**EXERCISE INPUT:**
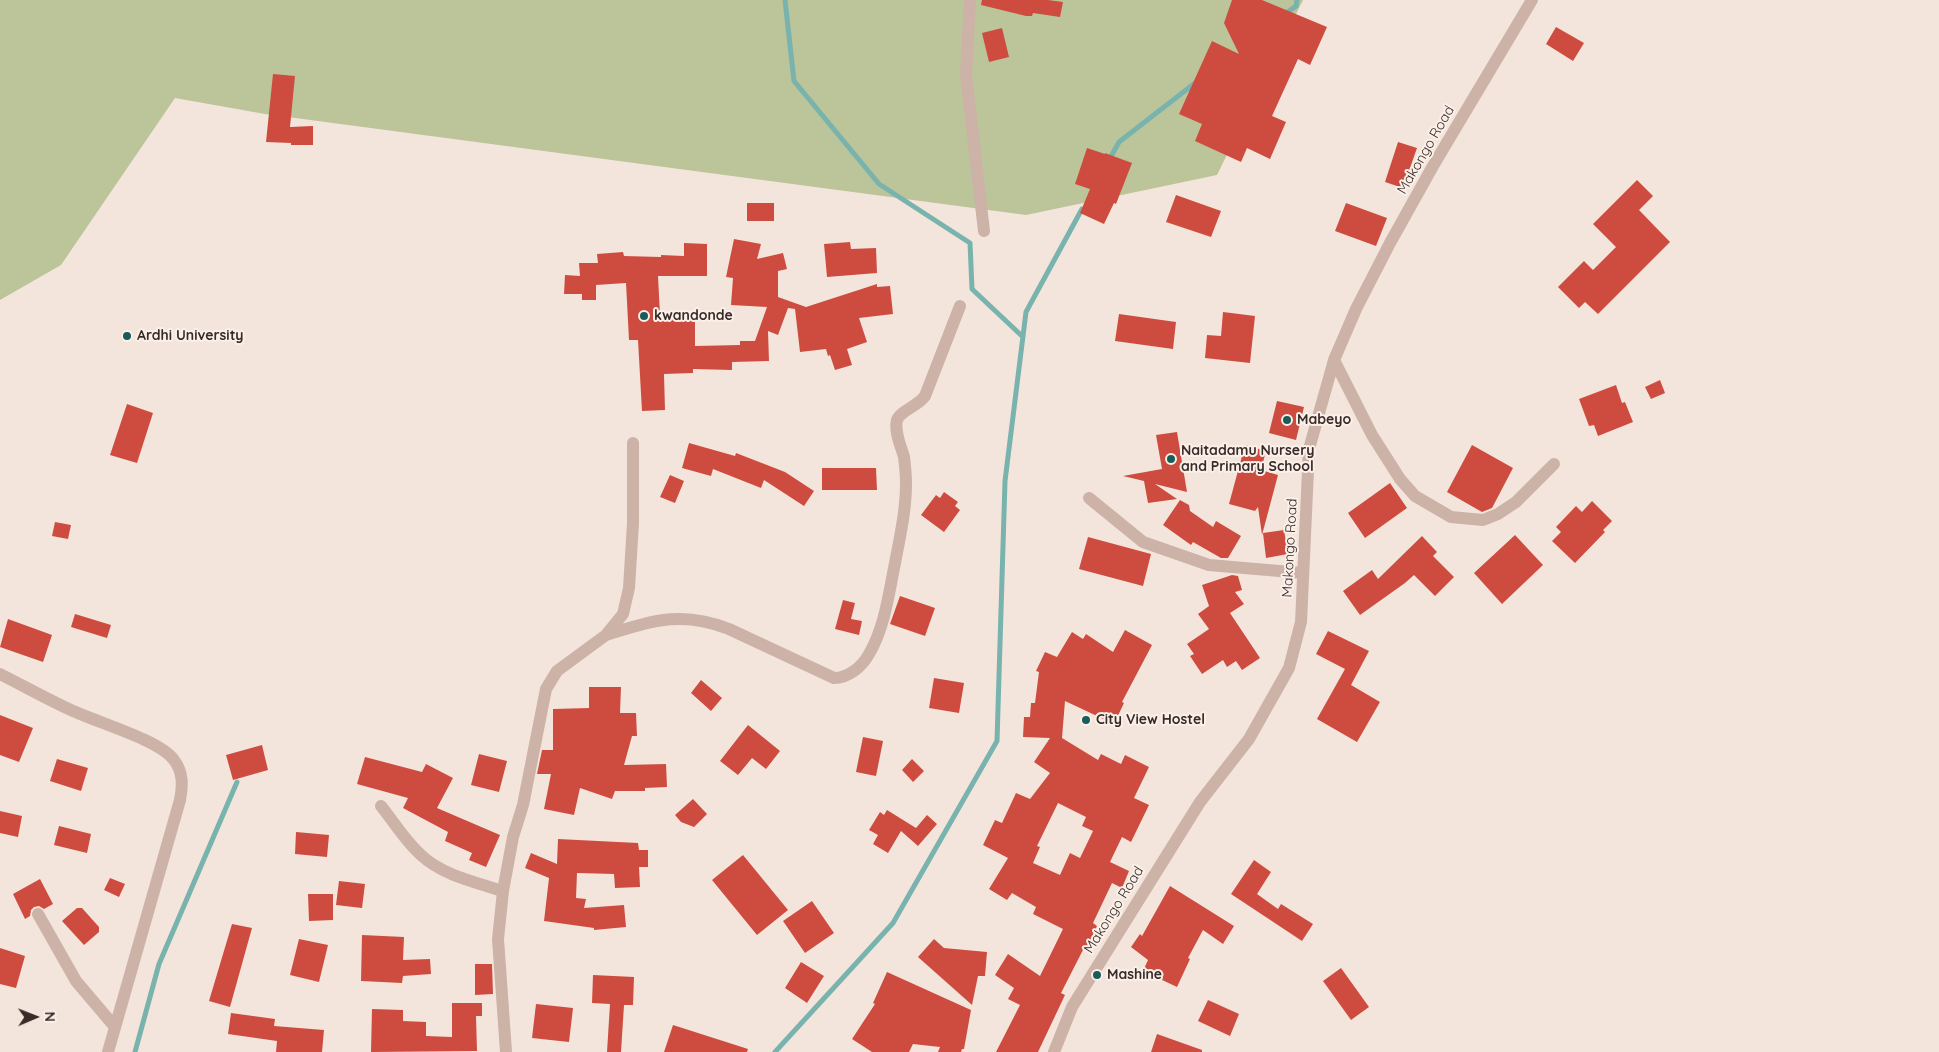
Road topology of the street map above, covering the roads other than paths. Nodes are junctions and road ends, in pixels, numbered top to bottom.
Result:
1 (970, 0) edge
2 (1532, 0) edge
3 (984, 230) dead end
4 (960, 306) dead end
5 (1334, 360) junction
6 (633, 443) dead end
7 (1554, 464) dead end
8 (1089, 498) dead end
9 (1304, 573) junction
10 (606, 635) junction
11 (0, 674) edge
12 (381, 806) dead end
13 (503, 891) junction
14 (38, 914) dead end
15 (115, 1028) junction
16 (108, 1052) edge
17 (506, 1052) edge
18 (1054, 1052) edge

1 - 3 street
2 - 5 street, Makongo Road
4 - 10 street
5 - 7 street
5 - 9 street, Makongo Road
6 - 10 street
8 - 9 street
9 - 18 street, Makongo Road
10 - 13 street
11 - 15 street
12 - 13 street
13 - 17 street
14 - 15 street
15 - 16 street

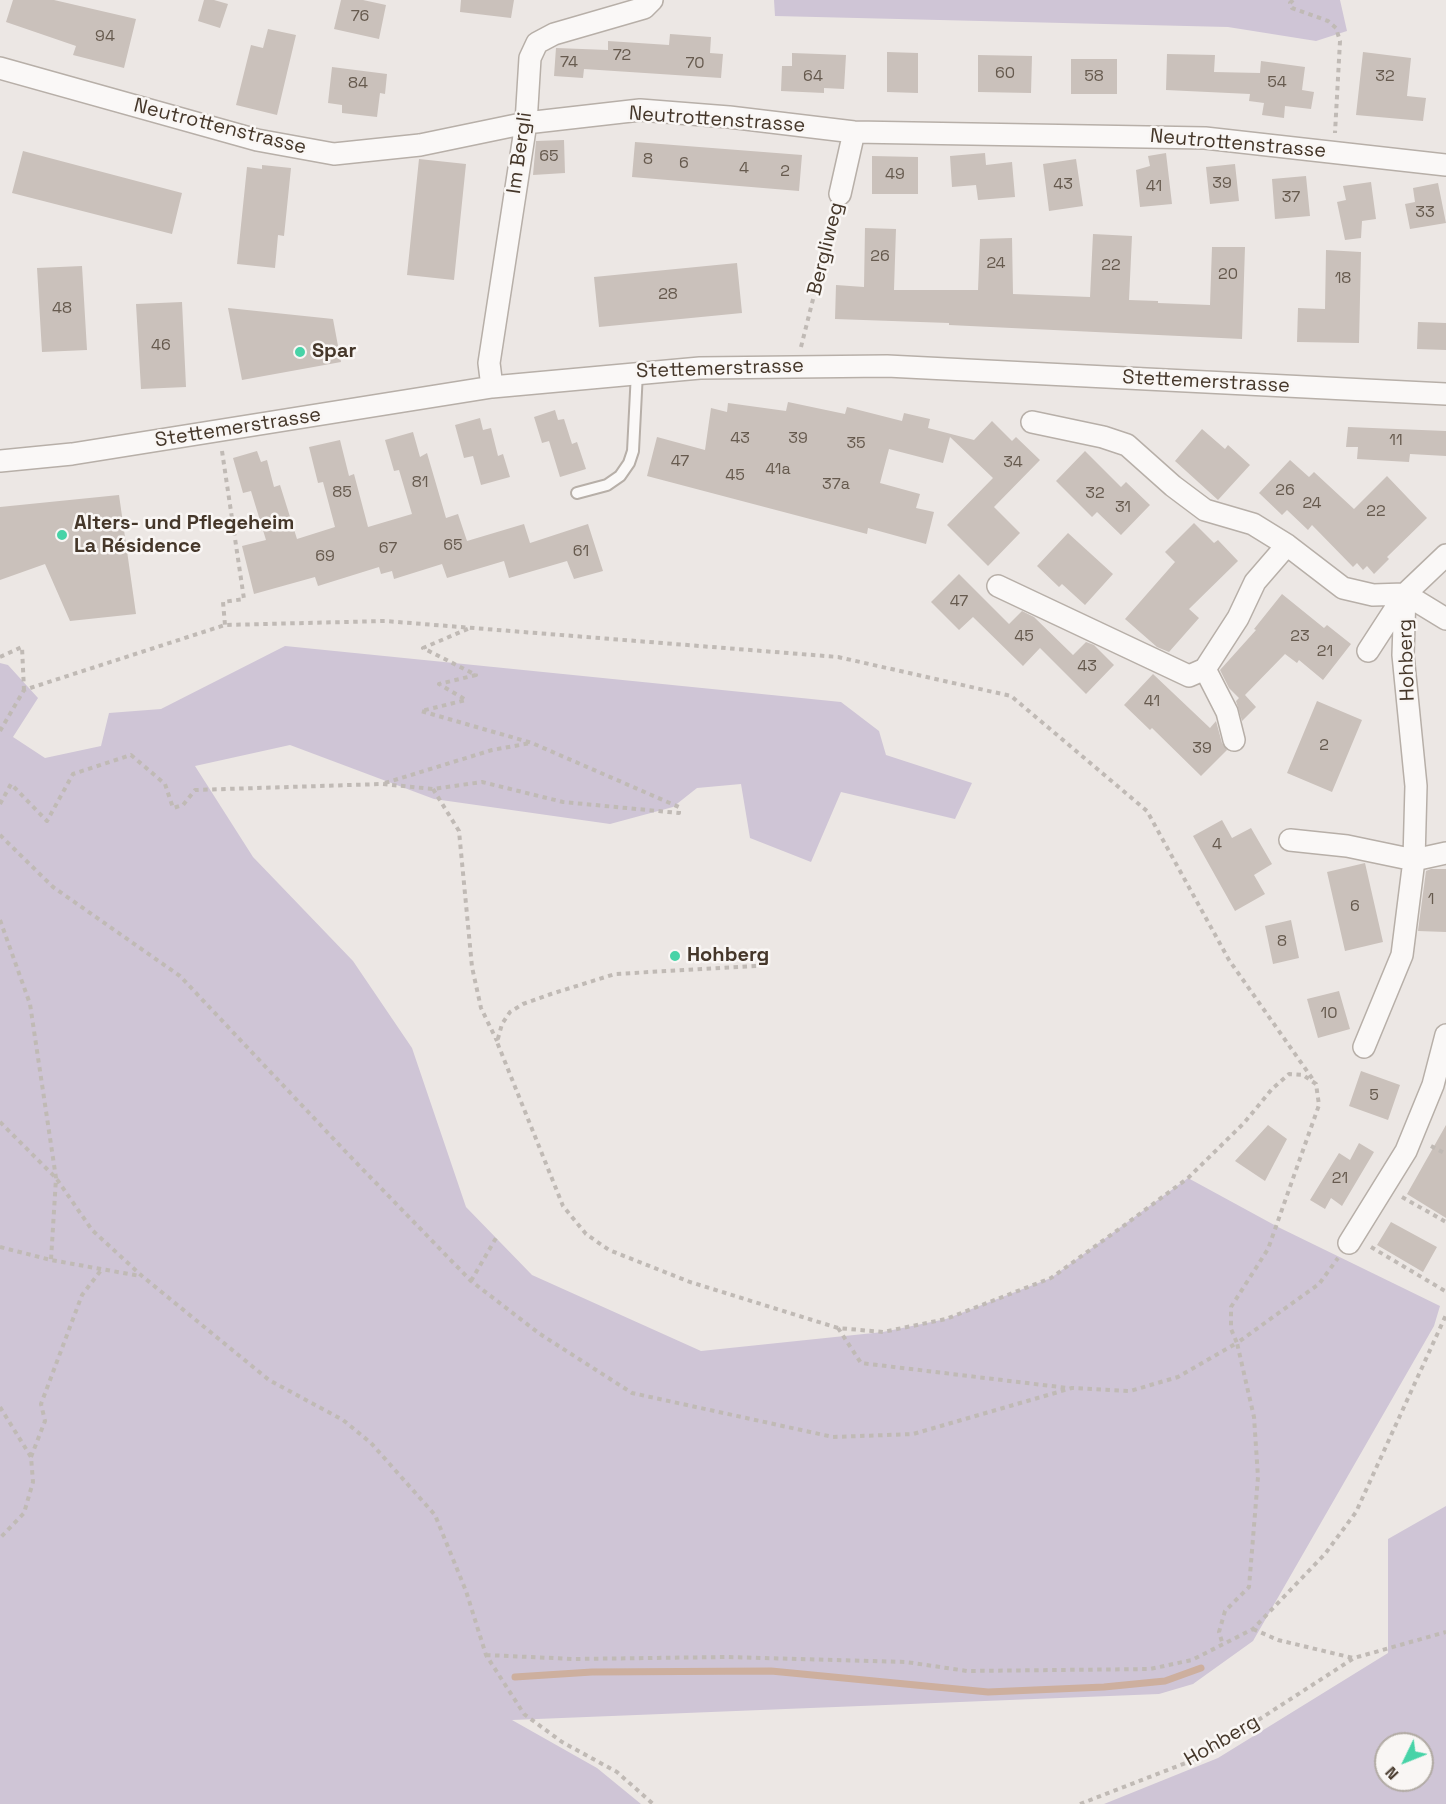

**TRY IT:** From the first line to the last, restate the entries exactly, without pictures.

**OUTPUT:**
Road topology of the street map above, covering the roads other than paths. Nodes are junctions and road ends, in pixels, numbered top to bottom.
Result:
1 (970, 0) edge
2 (1532, 0) edge
3 (984, 230) dead end
4 (960, 306) dead end
5 (1334, 360) junction
6 (633, 443) dead end
7 (1554, 464) dead end
8 (1089, 498) dead end
9 (1304, 573) junction
10 (606, 635) junction
11 (0, 674) edge
12 (381, 806) dead end
13 (503, 891) junction
14 (38, 914) dead end
15 (115, 1028) junction
16 (108, 1052) edge
17 (506, 1052) edge
18 (1054, 1052) edge

1 - 3 street
2 - 5 street, Makongo Road
4 - 10 street
5 - 7 street
5 - 9 street, Makongo Road
6 - 10 street
8 - 9 street
9 - 18 street, Makongo Road
10 - 13 street
11 - 15 street
12 - 13 street
13 - 17 street
14 - 15 street
15 - 16 street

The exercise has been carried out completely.